Al-Ahli defeated Al-Nassr 5–3 on a penalty shoot-out after a 2–2 draw in the final, securing their second title and first since 2016.

==Qualification==
The tournament was supposed to feature the winners and runners-up of the 2024–25 King's Cup and 2024–25 Saudi Pro League. However, since Al-Ittihad were both the Pro League and King's Cup winners, the extra spot was awarded to the Pro League third-placed team.

On 21 July 2025, Pro League runners-up Al-Hilal withdrew from the tournament, citing fitness and scheduling issues following their participation in the 2025 FIFA Club World Cup. Their spot was awarded to the Pro League fifth-placed team, Al-Ahli, as the fourth-placed, Al-Qadsiah, had already qualified based on their King's Cup runners-up performance. On 5 August 2025, the Saudi FF announced that Al-Hilal were banned from participating in the next edition of the Saudi Super Cup and fined them 500,000SAR.

===Qualified teams===
The following four teams qualified for the tournament.
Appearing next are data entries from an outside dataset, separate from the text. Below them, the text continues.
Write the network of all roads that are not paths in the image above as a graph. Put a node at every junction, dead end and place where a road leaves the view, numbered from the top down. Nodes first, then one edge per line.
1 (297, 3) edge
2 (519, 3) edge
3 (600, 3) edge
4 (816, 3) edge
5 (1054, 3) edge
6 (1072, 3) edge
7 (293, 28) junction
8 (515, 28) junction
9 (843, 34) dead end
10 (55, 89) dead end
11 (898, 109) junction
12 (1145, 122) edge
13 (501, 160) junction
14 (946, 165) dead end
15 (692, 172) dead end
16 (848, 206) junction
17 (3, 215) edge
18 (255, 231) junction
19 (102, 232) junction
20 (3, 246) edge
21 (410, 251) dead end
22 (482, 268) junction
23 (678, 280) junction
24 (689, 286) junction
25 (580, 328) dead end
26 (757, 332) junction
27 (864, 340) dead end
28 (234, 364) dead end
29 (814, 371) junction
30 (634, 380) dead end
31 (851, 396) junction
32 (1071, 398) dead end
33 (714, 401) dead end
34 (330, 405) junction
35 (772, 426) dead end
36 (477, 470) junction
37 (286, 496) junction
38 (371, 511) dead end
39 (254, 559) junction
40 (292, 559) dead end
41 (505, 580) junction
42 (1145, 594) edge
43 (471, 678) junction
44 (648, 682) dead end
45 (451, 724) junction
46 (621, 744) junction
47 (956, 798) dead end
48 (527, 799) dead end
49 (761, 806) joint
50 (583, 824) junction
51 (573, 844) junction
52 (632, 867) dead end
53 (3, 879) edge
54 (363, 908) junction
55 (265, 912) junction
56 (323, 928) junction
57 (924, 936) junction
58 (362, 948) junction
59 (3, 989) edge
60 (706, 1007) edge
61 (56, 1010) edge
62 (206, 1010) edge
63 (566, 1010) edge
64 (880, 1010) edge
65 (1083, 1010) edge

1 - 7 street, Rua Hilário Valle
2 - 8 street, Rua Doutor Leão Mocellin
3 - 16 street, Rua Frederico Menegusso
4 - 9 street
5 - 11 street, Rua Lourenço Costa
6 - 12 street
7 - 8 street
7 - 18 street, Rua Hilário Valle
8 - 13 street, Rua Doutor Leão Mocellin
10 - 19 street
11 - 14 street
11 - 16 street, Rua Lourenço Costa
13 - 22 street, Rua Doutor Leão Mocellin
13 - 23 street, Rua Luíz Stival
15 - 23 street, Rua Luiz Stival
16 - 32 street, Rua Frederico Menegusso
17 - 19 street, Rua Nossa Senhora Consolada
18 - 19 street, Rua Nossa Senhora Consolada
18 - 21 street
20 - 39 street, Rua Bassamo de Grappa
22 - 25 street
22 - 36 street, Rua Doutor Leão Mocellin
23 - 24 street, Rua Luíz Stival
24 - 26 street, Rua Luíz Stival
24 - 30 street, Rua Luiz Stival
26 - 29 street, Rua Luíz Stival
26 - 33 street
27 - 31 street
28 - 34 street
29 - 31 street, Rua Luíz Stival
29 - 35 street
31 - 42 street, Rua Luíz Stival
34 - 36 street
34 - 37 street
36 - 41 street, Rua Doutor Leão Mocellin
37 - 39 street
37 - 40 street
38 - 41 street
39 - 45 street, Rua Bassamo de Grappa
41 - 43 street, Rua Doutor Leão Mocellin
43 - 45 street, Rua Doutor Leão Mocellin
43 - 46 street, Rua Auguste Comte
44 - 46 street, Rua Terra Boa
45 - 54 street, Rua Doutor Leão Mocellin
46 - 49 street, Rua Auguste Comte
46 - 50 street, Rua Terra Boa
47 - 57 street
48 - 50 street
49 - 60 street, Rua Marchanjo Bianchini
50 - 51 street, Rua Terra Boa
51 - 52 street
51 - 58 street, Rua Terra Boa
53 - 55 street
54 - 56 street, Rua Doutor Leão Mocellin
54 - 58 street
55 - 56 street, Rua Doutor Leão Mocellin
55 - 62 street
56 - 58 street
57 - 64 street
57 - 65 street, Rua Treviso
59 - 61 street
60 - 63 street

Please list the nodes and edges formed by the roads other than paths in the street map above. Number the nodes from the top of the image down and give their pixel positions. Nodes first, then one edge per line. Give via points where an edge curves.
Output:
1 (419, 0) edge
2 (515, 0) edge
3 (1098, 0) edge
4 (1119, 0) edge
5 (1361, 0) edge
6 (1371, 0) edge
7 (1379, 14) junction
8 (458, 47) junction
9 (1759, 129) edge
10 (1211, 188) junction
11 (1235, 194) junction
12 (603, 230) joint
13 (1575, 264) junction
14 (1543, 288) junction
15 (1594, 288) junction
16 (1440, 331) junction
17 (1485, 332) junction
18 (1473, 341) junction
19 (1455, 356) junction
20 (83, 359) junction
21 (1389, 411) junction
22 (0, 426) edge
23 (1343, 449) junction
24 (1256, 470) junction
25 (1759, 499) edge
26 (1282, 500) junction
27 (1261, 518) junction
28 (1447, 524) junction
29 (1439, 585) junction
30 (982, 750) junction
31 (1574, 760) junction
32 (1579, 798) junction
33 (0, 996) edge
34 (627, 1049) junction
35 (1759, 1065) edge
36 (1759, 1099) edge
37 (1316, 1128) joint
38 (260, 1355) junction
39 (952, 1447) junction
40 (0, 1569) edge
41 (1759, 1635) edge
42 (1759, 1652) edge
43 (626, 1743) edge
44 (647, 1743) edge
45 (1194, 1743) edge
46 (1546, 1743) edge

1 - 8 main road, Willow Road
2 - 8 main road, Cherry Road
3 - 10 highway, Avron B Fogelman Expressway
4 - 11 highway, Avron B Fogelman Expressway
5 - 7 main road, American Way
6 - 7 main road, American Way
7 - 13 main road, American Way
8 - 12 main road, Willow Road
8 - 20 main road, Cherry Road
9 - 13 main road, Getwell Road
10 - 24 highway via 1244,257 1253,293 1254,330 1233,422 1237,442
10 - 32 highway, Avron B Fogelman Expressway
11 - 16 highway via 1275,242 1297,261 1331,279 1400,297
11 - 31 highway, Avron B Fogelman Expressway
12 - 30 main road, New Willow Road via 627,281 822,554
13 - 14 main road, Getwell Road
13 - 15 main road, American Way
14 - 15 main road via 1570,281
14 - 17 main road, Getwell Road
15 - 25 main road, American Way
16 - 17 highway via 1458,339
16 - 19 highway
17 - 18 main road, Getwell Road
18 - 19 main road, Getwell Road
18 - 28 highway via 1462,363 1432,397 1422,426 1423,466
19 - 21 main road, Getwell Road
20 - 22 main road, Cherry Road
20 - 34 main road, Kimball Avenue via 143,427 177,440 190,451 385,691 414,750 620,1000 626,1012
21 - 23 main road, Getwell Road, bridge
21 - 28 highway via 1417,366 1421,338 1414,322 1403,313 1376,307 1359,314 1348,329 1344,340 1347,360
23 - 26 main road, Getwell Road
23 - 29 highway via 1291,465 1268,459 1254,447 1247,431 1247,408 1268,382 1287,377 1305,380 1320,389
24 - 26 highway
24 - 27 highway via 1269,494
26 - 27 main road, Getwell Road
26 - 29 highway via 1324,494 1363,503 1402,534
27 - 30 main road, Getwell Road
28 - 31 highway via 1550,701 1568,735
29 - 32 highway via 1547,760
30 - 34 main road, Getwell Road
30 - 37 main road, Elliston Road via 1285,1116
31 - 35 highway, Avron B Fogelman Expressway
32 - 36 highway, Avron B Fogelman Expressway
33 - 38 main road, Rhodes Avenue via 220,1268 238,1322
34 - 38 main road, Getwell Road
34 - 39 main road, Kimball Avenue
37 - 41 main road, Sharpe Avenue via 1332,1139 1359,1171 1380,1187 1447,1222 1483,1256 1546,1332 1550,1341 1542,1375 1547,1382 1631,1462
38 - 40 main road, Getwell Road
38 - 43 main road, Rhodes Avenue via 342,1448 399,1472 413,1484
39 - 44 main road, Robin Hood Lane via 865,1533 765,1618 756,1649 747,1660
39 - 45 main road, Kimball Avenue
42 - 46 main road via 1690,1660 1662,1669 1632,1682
| Team | Method of qualification | Appearance | Last appearance as | Years performance |  |  |
| Winner(s) | Runners-up | Semi-finalists |
| Al-Ittihad | 2024–25 Saudi Pro League and 2024–25 King's Cup winners | 5th | 2023 runners-up | 1 | 3 | – |
| Al-Qadsiah | 2024–25 King's Cup runners-up | 1st | 0 (debut) | – | – | – |
| Al-Nassr | 2024–25 Saudi Pro League third place | 8th | 2024 runners-up | 2 | 3 | 2 |
| Al-Ahli | 2024–25 Saudi Pro League fifth place | 3rd | 2024 semi-finalists | 1 | – | 1 |

==Draw==
The draw was held on 19 June 2025 at the AlRiyadiyah headquarters in Riyadh. There was no restriction in it.

==Venue==
The 2025 Saudi Super Cup took place in Hong Kong between 19 and 23 August. All matches were held at the Hong Kong Stadium.

It was the first time Hong Kong hosted the Super Cup.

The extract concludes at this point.